(Adnkronos) – “Repeated threats and violence by police forces against staff and patients” have forced Doctors Without Borders (MSF) to temporarily suspend activities in Port-au-Prince, Haiti. The organization announced this, denouncing how in recent days, police officers have repeatedly stopped MSF vehicles and threatened staff members, after an MSF ambulance was attacked on 11 November, at least two patients on board were executed, and the team suffered physical injuries.
These repeated incidents, which “demonstrate how staff and patients are targets of attacks,” have forced MSF to stop admitting new patients and transferring them by ambulance to the five medical facilities the organization runs in Port-au-Prince, a statement said. MSF will continue to assist patients already admitted to its medical facilities and to manage mobile clinic activities, as well as maternal health activities in the south of the country, in Port-a-Piment.
“As MSF we agree to work in insecure conditions, but when even law enforcement becomes a direct threat, we have no choice but to suspend the admission of new patients to our facilities in Port-au-Prince until the conditions are in place to resume,” said Christophe Garnier, MSF head of mission in Haiti.
“Every day that passes without activity is a tragedy, because we are among the few who have provided numerous medical services in this extremely difficult year – he says – However, we can no longer continue to operate in a context where our staff risk being attacked, assaulted or even killed”.
In a single week, following the 11 November incident, MSF suffered four further incidents. On 12 November, two MSF ambulances were stopped by agents of the Haitian National Police’s Brigade de Recherche et d’Intervention (BRI), who threatened to kill MSF staff in the near future. On 16 November, in Delmas 33, an MSF driver was verbally assaulted by plainclothes police officers who threatened future attacks on ambulances.
On 17 November, shortly before midnight, another MSF ambulance carrying a patient was stopped near boulevard Toussaint Louverture by a police squad who threatened to kill the patient on board. After intense negotiations, the ambulance was allowed to continue on to the MSF hospital in Tabarre. On 18 November, in Carrefour Rita, a Haitian National Police vehicle driven by a plainclothes policeman armed with a pistol stopped an MSF vehicle that was accompanying staff to work. MSF staff members on board were threatened and told that the following week police forces would begin killing and setting fire to staff, patients and ambulances. In addition, there have also been several attacks on MSF ambulances and staff by armed vigilantes, including the one on 11 November.
MSF provides assistance to all based on medical need. In the Port-au-Prince metropolitan area, it provides assistance to more than 1,100 patients with outpatient visits each week, manages 54 paediatric emergencies and more than 80 new survivors of sexual and gender-based violence.

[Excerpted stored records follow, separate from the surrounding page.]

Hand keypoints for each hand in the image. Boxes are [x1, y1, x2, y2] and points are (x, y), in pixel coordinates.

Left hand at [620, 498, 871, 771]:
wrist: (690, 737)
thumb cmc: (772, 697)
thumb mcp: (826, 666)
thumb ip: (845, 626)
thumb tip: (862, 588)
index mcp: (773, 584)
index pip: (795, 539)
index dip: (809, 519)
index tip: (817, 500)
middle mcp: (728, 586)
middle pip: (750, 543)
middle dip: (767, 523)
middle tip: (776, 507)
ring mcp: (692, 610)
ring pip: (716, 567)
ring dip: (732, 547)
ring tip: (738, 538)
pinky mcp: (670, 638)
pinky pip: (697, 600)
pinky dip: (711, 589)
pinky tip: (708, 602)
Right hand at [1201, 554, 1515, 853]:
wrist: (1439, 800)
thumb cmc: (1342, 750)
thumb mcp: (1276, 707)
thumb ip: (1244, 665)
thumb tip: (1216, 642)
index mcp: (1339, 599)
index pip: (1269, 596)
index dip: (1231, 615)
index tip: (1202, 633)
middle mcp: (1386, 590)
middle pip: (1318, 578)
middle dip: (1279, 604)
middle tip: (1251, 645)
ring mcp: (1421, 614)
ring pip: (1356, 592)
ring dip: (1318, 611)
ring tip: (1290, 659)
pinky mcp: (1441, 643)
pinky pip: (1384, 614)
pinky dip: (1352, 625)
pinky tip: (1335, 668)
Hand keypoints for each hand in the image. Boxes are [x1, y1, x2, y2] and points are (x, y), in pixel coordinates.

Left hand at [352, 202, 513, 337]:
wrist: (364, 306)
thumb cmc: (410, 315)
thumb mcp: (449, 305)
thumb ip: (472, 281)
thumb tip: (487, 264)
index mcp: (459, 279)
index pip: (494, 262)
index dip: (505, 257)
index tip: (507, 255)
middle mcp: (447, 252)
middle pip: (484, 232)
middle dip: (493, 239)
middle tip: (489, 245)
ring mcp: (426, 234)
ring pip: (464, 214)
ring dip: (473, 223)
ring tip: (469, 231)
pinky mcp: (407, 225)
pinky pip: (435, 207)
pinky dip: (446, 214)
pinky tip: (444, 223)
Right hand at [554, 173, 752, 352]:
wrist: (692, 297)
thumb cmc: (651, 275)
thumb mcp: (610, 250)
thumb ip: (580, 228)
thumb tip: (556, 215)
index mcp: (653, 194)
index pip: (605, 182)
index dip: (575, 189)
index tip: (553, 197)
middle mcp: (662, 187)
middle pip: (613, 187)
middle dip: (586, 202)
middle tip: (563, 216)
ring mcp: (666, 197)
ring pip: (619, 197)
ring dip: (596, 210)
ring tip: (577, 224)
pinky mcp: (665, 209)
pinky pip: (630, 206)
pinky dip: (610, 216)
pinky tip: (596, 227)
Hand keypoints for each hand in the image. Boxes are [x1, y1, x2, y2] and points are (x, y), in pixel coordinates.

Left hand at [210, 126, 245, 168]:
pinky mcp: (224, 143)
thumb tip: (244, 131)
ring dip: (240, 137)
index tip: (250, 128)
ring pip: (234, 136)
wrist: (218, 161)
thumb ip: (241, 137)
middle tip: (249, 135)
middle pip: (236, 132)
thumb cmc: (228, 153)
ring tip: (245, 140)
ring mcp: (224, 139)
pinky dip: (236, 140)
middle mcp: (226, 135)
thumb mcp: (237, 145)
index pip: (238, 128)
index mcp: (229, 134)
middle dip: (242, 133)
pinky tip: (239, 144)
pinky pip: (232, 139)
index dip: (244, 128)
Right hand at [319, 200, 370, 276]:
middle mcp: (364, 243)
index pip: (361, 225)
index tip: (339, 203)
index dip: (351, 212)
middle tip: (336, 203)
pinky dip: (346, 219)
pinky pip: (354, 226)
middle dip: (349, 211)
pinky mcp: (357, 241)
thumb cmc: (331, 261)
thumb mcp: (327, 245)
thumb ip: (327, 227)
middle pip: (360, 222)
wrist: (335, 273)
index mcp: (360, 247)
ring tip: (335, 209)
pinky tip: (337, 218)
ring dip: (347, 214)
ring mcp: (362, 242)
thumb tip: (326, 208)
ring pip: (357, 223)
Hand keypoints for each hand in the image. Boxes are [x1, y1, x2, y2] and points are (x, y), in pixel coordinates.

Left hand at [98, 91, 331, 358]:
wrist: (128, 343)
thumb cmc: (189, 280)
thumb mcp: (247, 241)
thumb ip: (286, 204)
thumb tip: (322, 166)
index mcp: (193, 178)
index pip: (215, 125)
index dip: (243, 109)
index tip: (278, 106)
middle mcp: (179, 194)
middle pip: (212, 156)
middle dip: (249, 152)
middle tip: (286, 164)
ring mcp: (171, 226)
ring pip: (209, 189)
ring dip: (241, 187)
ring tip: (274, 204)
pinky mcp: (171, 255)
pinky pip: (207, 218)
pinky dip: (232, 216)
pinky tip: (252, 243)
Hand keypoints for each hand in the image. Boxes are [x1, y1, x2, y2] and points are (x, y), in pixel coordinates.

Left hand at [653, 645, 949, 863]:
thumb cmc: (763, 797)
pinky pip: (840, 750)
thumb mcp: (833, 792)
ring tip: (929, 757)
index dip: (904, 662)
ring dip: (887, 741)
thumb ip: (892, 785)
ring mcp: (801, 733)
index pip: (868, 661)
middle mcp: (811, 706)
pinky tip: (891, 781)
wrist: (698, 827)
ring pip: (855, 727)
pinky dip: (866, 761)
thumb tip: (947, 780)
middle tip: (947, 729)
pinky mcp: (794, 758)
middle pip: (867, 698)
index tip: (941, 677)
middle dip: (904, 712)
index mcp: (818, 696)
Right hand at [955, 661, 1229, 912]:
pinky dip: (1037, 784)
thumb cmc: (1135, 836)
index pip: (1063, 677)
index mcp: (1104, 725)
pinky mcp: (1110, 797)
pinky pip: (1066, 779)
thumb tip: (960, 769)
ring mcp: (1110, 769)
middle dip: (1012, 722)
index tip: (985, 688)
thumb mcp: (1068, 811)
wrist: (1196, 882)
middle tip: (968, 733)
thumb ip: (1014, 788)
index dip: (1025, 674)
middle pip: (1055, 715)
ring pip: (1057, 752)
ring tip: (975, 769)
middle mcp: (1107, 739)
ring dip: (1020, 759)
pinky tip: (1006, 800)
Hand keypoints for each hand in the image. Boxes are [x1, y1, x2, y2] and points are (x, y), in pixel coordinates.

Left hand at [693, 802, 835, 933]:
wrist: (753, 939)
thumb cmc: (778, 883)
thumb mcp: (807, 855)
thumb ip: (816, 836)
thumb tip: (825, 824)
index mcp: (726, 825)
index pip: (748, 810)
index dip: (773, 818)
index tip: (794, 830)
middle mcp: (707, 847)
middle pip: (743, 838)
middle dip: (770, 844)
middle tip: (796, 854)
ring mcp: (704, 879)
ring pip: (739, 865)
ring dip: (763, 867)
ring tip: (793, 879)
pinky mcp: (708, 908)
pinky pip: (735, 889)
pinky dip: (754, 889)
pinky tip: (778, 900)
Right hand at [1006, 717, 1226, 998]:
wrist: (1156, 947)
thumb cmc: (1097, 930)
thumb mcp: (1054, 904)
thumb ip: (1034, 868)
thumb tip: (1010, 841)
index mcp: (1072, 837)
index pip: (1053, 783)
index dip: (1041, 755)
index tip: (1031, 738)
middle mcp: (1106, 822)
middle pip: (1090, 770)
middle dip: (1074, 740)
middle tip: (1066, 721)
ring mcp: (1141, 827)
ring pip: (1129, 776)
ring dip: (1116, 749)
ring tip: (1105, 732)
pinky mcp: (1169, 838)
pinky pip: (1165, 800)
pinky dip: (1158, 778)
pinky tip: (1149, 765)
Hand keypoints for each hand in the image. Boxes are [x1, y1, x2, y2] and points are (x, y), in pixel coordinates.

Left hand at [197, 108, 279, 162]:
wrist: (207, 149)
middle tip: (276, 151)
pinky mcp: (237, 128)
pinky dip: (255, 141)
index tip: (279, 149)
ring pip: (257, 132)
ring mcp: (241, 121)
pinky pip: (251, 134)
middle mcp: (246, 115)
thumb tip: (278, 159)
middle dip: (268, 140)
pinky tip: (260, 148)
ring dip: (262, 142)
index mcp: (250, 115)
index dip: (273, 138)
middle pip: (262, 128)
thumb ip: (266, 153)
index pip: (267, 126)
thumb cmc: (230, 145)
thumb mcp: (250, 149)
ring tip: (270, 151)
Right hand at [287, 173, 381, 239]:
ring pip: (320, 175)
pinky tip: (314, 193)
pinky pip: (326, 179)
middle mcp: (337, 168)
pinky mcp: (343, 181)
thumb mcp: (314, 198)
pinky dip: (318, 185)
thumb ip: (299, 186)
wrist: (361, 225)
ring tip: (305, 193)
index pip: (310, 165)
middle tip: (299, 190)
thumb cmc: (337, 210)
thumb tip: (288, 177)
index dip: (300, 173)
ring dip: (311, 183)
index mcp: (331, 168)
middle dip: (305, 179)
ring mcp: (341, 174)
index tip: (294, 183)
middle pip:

“We have been present in Haiti for more than 30 years and it is not easy to take this decision because health services have never been so scarce for the population. Many people will lose access to MSF services because we cannot work safely in Port-au-Prince. Our commitment to the people of Haiti continues, but at the moment we cannot accept new patients at our facilities in Port-au-Prince unless we are guaranteed safety and respect for our medical and humanitarian mandate without hindrance from armed groups and law enforcement,” concludes Garnier.